Saved entries
:::

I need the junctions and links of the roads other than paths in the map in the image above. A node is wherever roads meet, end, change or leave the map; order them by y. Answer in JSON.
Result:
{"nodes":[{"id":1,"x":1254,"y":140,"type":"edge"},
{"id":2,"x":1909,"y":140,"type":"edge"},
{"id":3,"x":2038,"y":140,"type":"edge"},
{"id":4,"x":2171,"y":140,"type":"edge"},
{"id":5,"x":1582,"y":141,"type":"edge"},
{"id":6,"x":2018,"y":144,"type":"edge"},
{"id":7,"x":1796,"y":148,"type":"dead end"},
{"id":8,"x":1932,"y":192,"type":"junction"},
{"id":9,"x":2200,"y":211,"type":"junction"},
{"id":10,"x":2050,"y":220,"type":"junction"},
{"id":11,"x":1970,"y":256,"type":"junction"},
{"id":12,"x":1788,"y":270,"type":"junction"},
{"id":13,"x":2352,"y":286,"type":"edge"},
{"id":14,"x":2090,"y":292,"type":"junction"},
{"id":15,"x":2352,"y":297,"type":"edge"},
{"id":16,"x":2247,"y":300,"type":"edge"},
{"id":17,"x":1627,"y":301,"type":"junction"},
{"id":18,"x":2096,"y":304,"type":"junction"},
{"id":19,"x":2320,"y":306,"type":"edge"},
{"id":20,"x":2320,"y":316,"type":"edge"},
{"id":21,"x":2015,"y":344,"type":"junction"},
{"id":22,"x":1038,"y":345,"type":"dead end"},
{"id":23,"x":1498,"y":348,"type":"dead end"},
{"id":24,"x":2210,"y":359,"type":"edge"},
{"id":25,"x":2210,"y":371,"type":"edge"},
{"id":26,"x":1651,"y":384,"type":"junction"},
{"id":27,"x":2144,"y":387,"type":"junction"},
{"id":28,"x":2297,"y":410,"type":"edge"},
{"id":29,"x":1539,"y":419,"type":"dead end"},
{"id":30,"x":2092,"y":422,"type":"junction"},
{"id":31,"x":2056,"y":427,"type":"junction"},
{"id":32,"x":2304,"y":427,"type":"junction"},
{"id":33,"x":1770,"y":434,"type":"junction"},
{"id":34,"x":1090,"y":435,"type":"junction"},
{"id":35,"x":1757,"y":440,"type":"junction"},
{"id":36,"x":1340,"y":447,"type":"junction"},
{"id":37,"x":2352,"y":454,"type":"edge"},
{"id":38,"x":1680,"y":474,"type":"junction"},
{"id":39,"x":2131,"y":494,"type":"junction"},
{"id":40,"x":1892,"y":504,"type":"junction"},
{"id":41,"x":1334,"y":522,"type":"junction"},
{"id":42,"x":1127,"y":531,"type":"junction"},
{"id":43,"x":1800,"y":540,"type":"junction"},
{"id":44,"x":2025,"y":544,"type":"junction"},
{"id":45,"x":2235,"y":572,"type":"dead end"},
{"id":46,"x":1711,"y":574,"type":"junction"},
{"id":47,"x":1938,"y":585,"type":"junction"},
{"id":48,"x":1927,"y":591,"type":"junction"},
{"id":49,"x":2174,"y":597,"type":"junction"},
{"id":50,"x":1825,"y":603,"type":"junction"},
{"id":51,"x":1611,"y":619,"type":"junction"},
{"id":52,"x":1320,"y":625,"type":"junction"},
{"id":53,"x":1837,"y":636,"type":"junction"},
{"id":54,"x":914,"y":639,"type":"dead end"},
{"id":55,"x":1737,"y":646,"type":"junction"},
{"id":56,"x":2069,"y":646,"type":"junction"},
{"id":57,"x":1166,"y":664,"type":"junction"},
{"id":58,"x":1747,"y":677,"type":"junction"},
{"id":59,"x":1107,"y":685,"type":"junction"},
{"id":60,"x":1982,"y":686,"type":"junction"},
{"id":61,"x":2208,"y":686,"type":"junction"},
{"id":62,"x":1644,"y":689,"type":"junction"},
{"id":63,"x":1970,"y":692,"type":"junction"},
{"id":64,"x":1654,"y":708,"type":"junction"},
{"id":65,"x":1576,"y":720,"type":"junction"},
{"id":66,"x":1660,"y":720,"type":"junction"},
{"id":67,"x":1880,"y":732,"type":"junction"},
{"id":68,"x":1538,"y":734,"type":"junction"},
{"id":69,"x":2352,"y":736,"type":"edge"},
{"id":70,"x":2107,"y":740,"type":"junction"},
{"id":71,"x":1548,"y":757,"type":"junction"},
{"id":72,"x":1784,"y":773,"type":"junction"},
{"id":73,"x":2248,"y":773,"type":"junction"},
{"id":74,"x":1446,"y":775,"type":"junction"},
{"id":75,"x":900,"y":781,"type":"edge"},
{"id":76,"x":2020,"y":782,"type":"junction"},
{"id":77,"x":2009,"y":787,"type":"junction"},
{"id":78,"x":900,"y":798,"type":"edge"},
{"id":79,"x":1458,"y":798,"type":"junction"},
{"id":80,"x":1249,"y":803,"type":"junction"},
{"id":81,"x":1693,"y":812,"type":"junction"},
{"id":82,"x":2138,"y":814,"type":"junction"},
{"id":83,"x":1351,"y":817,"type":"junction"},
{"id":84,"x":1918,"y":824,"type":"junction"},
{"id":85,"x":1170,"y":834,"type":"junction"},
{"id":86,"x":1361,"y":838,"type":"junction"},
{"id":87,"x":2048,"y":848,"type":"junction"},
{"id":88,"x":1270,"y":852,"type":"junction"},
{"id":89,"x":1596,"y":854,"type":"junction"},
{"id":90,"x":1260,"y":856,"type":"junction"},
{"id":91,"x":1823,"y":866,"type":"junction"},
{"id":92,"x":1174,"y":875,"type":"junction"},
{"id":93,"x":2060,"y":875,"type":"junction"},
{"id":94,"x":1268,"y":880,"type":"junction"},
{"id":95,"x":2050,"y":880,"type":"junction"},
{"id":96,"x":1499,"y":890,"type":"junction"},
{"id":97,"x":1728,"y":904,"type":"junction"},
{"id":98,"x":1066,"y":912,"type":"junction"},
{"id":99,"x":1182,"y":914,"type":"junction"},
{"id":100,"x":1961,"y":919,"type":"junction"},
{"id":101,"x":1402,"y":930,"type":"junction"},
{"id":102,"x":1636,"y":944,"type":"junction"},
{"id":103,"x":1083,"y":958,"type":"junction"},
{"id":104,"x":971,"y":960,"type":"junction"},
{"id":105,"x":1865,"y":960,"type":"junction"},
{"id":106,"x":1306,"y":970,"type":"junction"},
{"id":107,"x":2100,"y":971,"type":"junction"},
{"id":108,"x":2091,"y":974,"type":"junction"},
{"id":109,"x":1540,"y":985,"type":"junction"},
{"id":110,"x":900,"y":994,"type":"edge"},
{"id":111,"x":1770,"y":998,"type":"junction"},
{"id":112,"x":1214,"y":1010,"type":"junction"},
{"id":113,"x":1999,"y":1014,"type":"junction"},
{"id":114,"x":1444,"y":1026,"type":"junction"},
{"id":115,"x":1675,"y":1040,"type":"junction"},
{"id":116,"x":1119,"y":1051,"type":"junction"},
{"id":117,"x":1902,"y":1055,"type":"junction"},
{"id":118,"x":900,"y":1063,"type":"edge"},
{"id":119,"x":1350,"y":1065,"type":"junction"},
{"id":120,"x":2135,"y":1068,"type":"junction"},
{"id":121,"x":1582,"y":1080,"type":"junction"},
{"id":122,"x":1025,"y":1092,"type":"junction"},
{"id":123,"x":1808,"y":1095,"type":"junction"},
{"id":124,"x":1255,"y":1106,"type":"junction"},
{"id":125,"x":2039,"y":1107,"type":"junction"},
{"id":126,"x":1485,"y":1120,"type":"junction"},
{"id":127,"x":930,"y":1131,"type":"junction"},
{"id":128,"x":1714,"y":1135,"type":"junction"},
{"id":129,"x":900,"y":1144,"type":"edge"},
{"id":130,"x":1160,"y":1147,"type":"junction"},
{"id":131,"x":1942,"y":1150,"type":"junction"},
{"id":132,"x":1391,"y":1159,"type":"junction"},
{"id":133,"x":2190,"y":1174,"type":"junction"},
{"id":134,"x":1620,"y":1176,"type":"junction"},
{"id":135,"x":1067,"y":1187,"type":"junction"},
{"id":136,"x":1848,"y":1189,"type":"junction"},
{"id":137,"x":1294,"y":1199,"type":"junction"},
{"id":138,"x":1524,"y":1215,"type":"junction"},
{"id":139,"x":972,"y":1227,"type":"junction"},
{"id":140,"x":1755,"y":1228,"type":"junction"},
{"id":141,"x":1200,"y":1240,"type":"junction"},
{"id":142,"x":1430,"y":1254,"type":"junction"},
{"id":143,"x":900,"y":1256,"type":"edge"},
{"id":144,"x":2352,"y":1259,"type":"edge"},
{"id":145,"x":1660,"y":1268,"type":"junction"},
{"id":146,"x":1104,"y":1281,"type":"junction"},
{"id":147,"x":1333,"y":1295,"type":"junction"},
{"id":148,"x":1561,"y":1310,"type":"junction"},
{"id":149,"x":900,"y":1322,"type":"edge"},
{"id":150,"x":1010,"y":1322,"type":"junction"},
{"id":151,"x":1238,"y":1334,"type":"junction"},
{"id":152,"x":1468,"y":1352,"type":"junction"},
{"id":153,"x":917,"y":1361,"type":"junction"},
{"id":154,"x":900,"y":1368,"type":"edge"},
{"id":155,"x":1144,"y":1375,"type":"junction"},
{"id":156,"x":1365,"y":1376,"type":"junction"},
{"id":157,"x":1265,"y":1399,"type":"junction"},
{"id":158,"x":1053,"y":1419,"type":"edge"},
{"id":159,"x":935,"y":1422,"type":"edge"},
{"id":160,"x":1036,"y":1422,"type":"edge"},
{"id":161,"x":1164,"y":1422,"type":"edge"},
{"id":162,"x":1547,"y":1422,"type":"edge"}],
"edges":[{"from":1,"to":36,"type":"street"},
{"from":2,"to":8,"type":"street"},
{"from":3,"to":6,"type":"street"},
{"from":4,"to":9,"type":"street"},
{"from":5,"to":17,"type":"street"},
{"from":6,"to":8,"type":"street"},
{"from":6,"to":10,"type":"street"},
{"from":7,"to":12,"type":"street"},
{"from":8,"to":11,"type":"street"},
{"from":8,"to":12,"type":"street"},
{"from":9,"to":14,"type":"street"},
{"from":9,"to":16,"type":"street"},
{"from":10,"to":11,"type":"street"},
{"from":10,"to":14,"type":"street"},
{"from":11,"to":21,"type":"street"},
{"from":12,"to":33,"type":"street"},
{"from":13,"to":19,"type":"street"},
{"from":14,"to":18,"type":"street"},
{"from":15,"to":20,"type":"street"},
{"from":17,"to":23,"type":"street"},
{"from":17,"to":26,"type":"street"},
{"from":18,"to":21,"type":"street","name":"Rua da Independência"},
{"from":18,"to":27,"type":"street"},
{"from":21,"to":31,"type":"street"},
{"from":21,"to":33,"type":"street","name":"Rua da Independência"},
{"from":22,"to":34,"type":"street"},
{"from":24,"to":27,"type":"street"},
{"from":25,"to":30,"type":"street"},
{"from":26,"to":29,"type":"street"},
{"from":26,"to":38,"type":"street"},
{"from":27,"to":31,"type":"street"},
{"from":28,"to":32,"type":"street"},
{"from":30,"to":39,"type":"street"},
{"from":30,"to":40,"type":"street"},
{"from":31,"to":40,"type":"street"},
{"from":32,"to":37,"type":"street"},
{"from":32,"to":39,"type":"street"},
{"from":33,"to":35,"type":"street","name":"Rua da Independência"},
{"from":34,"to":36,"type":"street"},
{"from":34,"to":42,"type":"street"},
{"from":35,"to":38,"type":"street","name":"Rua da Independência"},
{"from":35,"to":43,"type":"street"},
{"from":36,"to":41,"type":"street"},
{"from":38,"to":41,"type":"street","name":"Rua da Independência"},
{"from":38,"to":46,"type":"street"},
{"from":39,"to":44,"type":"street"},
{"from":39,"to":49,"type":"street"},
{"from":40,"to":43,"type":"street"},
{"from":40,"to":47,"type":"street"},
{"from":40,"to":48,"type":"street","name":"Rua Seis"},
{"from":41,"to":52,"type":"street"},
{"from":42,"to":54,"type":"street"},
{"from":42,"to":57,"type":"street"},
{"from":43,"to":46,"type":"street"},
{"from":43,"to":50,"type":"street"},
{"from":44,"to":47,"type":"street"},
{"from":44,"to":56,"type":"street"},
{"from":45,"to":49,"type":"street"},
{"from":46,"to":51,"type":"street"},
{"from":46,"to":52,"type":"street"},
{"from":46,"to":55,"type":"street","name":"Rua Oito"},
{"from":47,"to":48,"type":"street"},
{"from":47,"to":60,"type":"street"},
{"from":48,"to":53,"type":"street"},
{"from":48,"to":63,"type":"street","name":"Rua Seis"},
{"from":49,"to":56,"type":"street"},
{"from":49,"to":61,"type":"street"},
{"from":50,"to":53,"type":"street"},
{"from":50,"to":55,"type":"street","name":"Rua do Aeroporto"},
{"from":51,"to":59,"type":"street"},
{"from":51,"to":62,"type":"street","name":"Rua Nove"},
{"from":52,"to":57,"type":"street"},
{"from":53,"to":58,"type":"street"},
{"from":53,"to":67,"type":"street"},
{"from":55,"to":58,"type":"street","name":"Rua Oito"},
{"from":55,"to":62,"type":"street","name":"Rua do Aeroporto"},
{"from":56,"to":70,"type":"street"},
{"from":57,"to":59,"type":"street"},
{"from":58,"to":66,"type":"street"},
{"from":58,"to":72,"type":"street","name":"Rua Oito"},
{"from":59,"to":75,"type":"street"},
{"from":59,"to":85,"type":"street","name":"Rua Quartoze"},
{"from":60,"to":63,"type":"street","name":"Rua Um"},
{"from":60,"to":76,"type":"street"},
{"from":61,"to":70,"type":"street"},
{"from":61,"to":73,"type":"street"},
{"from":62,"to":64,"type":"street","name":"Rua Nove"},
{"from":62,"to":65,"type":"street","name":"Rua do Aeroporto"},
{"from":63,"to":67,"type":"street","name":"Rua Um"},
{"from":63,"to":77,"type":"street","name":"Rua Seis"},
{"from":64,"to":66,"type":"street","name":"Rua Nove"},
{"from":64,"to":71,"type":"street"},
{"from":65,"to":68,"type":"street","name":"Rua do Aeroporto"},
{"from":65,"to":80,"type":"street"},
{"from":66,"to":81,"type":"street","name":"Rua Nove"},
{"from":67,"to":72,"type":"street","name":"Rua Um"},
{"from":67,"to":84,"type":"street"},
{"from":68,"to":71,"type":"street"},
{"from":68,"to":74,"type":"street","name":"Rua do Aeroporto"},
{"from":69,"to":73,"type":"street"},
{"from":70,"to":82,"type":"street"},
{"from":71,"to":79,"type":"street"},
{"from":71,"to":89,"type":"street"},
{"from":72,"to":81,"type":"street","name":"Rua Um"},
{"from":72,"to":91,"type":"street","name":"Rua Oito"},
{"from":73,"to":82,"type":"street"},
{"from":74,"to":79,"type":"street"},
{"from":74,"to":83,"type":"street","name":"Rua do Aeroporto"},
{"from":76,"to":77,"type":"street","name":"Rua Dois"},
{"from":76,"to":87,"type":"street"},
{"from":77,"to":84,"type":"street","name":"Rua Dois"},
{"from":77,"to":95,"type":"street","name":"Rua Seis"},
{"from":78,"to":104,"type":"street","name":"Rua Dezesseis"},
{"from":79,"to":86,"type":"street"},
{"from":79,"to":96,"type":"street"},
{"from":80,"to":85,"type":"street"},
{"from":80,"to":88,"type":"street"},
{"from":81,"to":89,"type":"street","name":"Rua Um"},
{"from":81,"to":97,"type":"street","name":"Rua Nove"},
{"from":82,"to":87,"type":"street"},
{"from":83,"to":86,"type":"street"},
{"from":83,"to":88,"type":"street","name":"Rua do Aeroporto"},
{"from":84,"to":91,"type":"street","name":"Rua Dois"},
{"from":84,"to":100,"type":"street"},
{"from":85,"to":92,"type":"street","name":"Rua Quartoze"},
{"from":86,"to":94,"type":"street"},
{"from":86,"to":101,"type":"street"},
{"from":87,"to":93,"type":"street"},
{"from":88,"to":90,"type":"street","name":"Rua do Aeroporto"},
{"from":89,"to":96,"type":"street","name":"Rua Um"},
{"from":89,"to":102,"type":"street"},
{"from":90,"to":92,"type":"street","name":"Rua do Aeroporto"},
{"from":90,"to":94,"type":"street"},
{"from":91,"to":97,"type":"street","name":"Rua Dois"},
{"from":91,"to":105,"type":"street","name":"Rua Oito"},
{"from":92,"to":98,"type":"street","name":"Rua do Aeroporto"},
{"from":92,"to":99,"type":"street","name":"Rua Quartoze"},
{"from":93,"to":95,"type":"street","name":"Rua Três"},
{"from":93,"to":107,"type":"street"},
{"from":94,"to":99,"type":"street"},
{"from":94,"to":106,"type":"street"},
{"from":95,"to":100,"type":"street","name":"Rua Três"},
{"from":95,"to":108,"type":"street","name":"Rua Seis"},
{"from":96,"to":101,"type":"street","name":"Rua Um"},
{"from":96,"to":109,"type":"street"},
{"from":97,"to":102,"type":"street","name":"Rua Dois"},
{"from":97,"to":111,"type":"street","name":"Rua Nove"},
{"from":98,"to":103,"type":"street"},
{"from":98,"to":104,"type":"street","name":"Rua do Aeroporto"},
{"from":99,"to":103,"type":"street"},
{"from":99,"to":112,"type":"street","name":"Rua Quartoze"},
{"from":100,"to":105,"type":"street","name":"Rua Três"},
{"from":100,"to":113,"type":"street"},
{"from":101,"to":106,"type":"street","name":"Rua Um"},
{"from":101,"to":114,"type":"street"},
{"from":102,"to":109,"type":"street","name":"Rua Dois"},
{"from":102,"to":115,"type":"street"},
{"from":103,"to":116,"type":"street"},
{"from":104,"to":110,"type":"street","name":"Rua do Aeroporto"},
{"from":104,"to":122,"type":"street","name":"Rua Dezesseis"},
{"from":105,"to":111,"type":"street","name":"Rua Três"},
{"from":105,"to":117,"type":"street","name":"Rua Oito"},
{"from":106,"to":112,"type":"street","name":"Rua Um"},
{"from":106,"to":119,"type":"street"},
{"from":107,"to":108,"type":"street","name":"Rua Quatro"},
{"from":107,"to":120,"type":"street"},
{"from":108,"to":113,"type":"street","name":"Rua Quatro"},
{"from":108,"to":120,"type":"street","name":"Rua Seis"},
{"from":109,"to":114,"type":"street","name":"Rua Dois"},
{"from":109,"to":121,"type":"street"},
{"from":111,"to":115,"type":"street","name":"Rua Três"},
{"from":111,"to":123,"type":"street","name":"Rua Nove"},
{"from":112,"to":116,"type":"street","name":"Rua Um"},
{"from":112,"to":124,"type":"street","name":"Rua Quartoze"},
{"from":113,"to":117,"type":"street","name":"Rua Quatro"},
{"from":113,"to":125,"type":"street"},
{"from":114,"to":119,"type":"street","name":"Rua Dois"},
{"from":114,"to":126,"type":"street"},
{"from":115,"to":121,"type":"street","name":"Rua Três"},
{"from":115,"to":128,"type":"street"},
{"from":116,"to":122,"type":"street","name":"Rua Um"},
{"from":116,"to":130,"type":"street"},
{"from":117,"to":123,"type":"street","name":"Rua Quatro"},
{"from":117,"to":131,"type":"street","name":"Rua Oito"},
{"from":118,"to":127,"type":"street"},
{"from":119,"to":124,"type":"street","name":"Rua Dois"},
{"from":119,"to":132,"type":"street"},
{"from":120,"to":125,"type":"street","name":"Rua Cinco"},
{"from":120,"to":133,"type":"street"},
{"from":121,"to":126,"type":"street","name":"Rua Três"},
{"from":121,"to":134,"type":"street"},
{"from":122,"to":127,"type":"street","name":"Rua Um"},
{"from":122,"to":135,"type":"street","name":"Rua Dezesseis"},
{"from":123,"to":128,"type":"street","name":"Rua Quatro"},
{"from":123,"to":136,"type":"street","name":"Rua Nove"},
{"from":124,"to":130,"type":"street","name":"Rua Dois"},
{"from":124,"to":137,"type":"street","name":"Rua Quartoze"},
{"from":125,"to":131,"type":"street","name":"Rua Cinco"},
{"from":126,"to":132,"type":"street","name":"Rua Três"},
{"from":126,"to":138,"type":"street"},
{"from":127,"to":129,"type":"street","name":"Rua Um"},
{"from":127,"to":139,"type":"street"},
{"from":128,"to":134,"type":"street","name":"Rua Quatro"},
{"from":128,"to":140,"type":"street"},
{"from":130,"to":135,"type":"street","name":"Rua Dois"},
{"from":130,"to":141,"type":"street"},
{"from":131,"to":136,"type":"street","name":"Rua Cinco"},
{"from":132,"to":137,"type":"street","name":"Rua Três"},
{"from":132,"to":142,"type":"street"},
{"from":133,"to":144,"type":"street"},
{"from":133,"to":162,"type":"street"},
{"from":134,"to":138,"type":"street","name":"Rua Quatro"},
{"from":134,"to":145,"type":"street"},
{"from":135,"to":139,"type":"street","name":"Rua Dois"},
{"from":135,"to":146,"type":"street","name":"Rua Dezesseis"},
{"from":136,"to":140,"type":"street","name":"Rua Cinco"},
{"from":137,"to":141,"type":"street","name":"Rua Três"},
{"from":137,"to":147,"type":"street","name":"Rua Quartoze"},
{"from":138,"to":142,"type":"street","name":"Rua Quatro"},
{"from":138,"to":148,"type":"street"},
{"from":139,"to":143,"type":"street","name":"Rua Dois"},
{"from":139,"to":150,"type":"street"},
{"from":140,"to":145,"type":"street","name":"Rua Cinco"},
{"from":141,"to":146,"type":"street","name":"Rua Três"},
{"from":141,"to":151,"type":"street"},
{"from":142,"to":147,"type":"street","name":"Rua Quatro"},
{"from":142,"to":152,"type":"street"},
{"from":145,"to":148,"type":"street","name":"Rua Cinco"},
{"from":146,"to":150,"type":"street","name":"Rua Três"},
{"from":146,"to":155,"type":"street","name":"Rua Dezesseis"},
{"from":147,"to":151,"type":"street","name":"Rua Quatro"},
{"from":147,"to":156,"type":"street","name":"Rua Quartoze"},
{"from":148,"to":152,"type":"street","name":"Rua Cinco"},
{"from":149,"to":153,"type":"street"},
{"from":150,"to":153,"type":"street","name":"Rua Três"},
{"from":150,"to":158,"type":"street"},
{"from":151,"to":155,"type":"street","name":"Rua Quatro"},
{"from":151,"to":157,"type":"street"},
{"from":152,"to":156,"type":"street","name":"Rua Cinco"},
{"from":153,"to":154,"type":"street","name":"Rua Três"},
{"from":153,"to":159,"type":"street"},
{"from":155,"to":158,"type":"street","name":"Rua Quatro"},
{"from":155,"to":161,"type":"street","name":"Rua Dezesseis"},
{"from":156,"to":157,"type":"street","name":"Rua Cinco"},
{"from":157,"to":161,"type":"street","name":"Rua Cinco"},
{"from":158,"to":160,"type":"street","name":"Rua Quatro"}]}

:::

> Prompt: Write out each line above with the word "dead".

> Exercise answer:
{"id":7,"x":1796,"y":148,"type":"dead end"},
{"id":22,"x":1038,"y":345,"type":"dead end"},
{"id":23,"x":1498,"y":348,"type":"dead end"},
{"id":29,"x":1539,"y":419,"type":"dead end"},
{"id":45,"x":2235,"y":572,"type":"dead end"},
{"id":54,"x":914,"y":639,"type":"dead end"},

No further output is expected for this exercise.